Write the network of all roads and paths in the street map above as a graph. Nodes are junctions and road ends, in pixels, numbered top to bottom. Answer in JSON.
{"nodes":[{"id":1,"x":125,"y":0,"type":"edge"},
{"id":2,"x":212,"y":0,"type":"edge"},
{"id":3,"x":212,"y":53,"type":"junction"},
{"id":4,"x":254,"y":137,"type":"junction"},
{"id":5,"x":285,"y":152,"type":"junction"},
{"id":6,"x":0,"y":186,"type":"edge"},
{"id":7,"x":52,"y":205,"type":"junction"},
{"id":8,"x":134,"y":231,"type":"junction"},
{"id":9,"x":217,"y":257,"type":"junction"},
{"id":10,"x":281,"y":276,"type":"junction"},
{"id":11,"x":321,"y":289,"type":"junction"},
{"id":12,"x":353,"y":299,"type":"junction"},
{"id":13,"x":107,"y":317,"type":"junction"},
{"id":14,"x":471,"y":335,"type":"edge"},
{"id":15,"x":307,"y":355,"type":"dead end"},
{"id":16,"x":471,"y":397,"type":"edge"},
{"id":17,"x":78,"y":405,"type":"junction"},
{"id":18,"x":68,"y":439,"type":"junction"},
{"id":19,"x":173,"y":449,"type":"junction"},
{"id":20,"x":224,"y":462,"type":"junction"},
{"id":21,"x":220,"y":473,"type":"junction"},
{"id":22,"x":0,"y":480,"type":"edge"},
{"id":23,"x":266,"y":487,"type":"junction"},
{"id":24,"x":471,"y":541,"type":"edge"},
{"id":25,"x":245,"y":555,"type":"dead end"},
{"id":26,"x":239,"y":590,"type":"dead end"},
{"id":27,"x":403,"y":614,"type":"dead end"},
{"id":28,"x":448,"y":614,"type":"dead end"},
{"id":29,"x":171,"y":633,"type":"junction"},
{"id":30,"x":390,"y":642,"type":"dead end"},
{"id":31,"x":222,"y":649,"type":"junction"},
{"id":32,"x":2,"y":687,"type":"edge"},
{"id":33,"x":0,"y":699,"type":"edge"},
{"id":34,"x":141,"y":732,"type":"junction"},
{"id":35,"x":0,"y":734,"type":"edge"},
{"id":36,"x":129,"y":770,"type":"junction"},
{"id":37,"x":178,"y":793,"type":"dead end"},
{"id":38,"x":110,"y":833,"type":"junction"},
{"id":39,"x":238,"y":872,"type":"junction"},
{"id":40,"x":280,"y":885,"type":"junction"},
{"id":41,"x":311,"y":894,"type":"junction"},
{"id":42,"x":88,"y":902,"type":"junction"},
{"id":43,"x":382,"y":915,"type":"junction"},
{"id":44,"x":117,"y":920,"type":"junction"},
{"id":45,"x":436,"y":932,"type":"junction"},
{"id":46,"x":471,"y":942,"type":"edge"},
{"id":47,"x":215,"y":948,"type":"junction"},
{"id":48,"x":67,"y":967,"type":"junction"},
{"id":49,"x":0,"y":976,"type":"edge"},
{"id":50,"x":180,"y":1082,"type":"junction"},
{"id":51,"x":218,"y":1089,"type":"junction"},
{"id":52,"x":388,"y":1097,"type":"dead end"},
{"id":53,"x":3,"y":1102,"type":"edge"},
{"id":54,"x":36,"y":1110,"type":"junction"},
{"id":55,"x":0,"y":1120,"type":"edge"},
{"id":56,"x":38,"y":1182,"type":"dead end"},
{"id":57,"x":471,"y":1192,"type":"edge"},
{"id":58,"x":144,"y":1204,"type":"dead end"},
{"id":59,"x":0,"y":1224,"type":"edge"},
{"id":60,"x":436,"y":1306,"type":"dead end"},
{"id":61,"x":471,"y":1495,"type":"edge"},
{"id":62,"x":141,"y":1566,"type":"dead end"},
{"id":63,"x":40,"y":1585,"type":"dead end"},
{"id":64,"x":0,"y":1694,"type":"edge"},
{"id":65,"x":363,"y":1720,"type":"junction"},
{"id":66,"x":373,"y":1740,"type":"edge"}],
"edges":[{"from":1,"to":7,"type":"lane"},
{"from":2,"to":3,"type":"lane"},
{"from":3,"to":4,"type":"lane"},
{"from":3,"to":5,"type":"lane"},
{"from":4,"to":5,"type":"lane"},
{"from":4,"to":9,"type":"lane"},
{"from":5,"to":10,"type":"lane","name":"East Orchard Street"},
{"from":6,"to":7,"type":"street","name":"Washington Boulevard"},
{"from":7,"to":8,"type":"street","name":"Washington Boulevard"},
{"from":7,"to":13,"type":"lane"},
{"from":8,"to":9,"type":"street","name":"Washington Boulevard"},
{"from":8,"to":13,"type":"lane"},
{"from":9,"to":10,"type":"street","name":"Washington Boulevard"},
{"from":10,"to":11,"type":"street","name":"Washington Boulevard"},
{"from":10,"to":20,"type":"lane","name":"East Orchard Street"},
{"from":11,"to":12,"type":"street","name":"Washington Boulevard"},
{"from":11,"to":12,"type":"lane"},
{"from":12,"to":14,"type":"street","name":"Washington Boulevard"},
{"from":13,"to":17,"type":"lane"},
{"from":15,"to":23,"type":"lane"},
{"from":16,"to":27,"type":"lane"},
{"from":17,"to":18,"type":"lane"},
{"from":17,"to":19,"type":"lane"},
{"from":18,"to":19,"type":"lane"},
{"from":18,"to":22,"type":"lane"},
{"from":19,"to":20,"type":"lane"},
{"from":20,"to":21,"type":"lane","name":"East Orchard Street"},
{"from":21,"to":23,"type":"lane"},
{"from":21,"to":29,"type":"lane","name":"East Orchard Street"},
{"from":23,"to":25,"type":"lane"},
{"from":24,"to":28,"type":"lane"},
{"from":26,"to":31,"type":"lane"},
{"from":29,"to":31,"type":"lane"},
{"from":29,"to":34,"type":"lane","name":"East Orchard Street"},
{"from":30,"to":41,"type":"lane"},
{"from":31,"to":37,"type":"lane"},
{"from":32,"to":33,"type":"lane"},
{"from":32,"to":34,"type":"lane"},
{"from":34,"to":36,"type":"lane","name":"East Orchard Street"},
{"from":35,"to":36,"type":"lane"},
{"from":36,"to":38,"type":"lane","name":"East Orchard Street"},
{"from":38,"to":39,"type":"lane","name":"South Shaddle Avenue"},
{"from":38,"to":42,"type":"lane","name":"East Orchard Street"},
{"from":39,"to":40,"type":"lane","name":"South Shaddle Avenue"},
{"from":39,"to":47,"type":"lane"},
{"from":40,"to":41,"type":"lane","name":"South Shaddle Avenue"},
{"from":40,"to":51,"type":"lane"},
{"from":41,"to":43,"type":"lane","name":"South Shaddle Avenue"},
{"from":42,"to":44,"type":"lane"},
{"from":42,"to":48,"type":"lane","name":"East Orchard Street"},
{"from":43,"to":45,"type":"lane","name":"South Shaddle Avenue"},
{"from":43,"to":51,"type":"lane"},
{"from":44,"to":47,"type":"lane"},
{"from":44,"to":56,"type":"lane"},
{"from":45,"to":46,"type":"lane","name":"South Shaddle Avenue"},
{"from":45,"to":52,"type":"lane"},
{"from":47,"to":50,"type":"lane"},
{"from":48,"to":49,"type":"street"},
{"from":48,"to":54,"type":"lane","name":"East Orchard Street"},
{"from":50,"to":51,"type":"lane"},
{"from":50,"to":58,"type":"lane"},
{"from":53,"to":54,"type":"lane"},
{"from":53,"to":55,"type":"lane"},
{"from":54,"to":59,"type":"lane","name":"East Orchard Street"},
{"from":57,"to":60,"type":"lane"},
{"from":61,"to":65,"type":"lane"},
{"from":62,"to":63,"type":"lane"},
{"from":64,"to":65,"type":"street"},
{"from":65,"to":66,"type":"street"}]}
+-------+
* _Task to carry out_
Please give an exact copy of every entry.

* _Finished task_
Write the network of all roads and paths in the street map above as a graph. Nodes are junctions and road ends, in pixels, numbered top to bottom. Answer in JSON.
{"nodes":[{"id":1,"x":125,"y":0,"type":"edge"},
{"id":2,"x":212,"y":0,"type":"edge"},
{"id":3,"x":212,"y":53,"type":"junction"},
{"id":4,"x":254,"y":137,"type":"junction"},
{"id":5,"x":285,"y":152,"type":"junction"},
{"id":6,"x":0,"y":186,"type":"edge"},
{"id":7,"x":52,"y":205,"type":"junction"},
{"id":8,"x":134,"y":231,"type":"junction"},
{"id":9,"x":217,"y":257,"type":"junction"},
{"id":10,"x":281,"y":276,"type":"junction"},
{"id":11,"x":321,"y":289,"type":"junction"},
{"id":12,"x":353,"y":299,"type":"junction"},
{"id":13,"x":107,"y":317,"type":"junction"},
{"id":14,"x":471,"y":335,"type":"edge"},
{"id":15,"x":307,"y":355,"type":"dead end"},
{"id":16,"x":471,"y":397,"type":"edge"},
{"id":17,"x":78,"y":405,"type":"junction"},
{"id":18,"x":68,"y":439,"type":"junction"},
{"id":19,"x":173,"y":449,"type":"junction"},
{"id":20,"x":224,"y":462,"type":"junction"},
{"id":21,"x":220,"y":473,"type":"junction"},
{"id":22,"x":0,"y":480,"type":"edge"},
{"id":23,"x":266,"y":487,"type":"junction"},
{"id":24,"x":471,"y":541,"type":"edge"},
{"id":25,"x":245,"y":555,"type":"dead end"},
{"id":26,"x":239,"y":590,"type":"dead end"},
{"id":27,"x":403,"y":614,"type":"dead end"},
{"id":28,"x":448,"y":614,"type":"dead end"},
{"id":29,"x":171,"y":633,"type":"junction"},
{"id":30,"x":390,"y":642,"type":"dead end"},
{"id":31,"x":222,"y":649,"type":"junction"},
{"id":32,"x":2,"y":687,"type":"edge"},
{"id":33,"x":0,"y":699,"type":"edge"},
{"id":34,"x":141,"y":732,"type":"junction"},
{"id":35,"x":0,"y":734,"type":"edge"},
{"id":36,"x":129,"y":770,"type":"junction"},
{"id":37,"x":178,"y":793,"type":"dead end"},
{"id":38,"x":110,"y":833,"type":"junction"},
{"id":39,"x":238,"y":872,"type":"junction"},
{"id":40,"x":280,"y":885,"type":"junction"},
{"id":41,"x":311,"y":894,"type":"junction"},
{"id":42,"x":88,"y":902,"type":"junction"},
{"id":43,"x":382,"y":915,"type":"junction"},
{"id":44,"x":117,"y":920,"type":"junction"},
{"id":45,"x":436,"y":932,"type":"junction"},
{"id":46,"x":471,"y":942,"type":"edge"},
{"id":47,"x":215,"y":948,"type":"junction"},
{"id":48,"x":67,"y":967,"type":"junction"},
{"id":49,"x":0,"y":976,"type":"edge"},
{"id":50,"x":180,"y":1082,"type":"junction"},
{"id":51,"x":218,"y":1089,"type":"junction"},
{"id":52,"x":388,"y":1097,"type":"dead end"},
{"id":53,"x":3,"y":1102,"type":"edge"},
{"id":54,"x":36,"y":1110,"type":"junction"},
{"id":55,"x":0,"y":1120,"type":"edge"},
{"id":56,"x":38,"y":1182,"type":"dead end"},
{"id":57,"x":471,"y":1192,"type":"edge"},
{"id":58,"x":144,"y":1204,"type":"dead end"},
{"id":59,"x":0,"y":1224,"type":"edge"},
{"id":60,"x":436,"y":1306,"type":"dead end"},
{"id":61,"x":471,"y":1495,"type":"edge"},
{"id":62,"x":141,"y":1566,"type":"dead end"},
{"id":63,"x":40,"y":1585,"type":"dead end"},
{"id":64,"x":0,"y":1694,"type":"edge"},
{"id":65,"x":363,"y":1720,"type":"junction"},
{"id":66,"x":373,"y":1740,"type":"edge"}],
"edges":[{"from":1,"to":7,"type":"lane"},
{"from":2,"to":3,"type":"lane"},
{"from":3,"to":4,"type":"lane"},
{"from":3,"to":5,"type":"lane"},
{"from":4,"to":5,"type":"lane"},
{"from":4,"to":9,"type":"lane"},
{"from":5,"to":10,"type":"lane","name":"East Orchard Street"},
{"from":6,"to":7,"type":"street","name":"Washington Boulevard"},
{"from":7,"to":8,"type":"street","name":"Washington Boulevard"},
{"from":7,"to":13,"type":"lane"},
{"from":8,"to":9,"type":"street","name":"Washington Boulevard"},
{"from":8,"to":13,"type":"lane"},
{"from":9,"to":10,"type":"street","name":"Washington Boulevard"},
{"from":10,"to":11,"type":"street","name":"Washington Boulevard"},
{"from":10,"to":20,"type":"lane","name":"East Orchard Street"},
{"from":11,"to":12,"type":"street","name":"Washington Boulevard"},
{"from":11,"to":12,"type":"lane"},
{"from":12,"to":14,"type":"street","name":"Washington Boulevard"},
{"from":13,"to":17,"type":"lane"},
{"from":15,"to":23,"type":"lane"},
{"from":16,"to":27,"type":"lane"},
{"from":17,"to":18,"type":"lane"},
{"from":17,"to":19,"type":"lane"},
{"from":18,"to":19,"type":"lane"},
{"from":18,"to":22,"type":"lane"},
{"from":19,"to":20,"type":"lane"},
{"from":20,"to":21,"type":"lane","name":"East Orchard Street"},
{"from":21,"to":23,"type":"lane"},
{"from":21,"to":29,"type":"lane","name":"East Orchard Street"},
{"from":23,"to":25,"type":"lane"},
{"from":24,"to":28,"type":"lane"},
{"from":26,"to":31,"type":"lane"},
{"from":29,"to":31,"type":"lane"},
{"from":29,"to":34,"type":"lane","name":"East Orchard Street"},
{"from":30,"to":41,"type":"lane"},
{"from":31,"to":37,"type":"lane"},
{"from":32,"to":33,"type":"lane"},
{"from":32,"to":34,"type":"lane"},
{"from":34,"to":36,"type":"lane","name":"East Orchard Street"},
{"from":35,"to":36,"type":"lane"},
{"from":36,"to":38,"type":"lane","name":"East Orchard Street"},
{"from":38,"to":39,"type":"lane","name":"South Shaddle Avenue"},
{"from":38,"to":42,"type":"lane","name":"East Orchard Street"},
{"from":39,"to":40,"type":"lane","name":"South Shaddle Avenue"},
{"from":39,"to":47,"type":"lane"},
{"from":40,"to":41,"type":"lane","name":"South Shaddle Avenue"},
{"from":40,"to":51,"type":"lane"},
{"from":41,"to":43,"type":"lane","name":"South Shaddle Avenue"},
{"from":42,"to":44,"type":"lane"},
{"from":42,"to":48,"type":"lane","name":"East Orchard Street"},
{"from":43,"to":45,"type":"lane","name":"South Shaddle Avenue"},
{"from":43,"to":51,"type":"lane"},
{"from":44,"to":47,"type":"lane"},
{"from":44,"to":56,"type":"lane"},
{"from":45,"to":46,"type":"lane","name":"South Shaddle Avenue"},
{"from":45,"to":52,"type":"lane"},
{"from":47,"to":50,"type":"lane"},
{"from":48,"to":49,"type":"street"},
{"from":48,"to":54,"type":"lane","name":"East Orchard Street"},
{"from":50,"to":51,"type":"lane"},
{"from":50,"to":58,"type":"lane"},
{"from":53,"to":54,"type":"lane"},
{"from":53,"to":55,"type":"lane"},
{"from":54,"to":59,"type":"lane","name":"East Orchard Street"},
{"from":57,"to":60,"type":"lane"},
{"from":61,"to":65,"type":"lane"},
{"from":62,"to":63,"type":"lane"},
{"from":64,"to":65,"type":"street"},
{"from":65,"to":66,"type":"street"}]}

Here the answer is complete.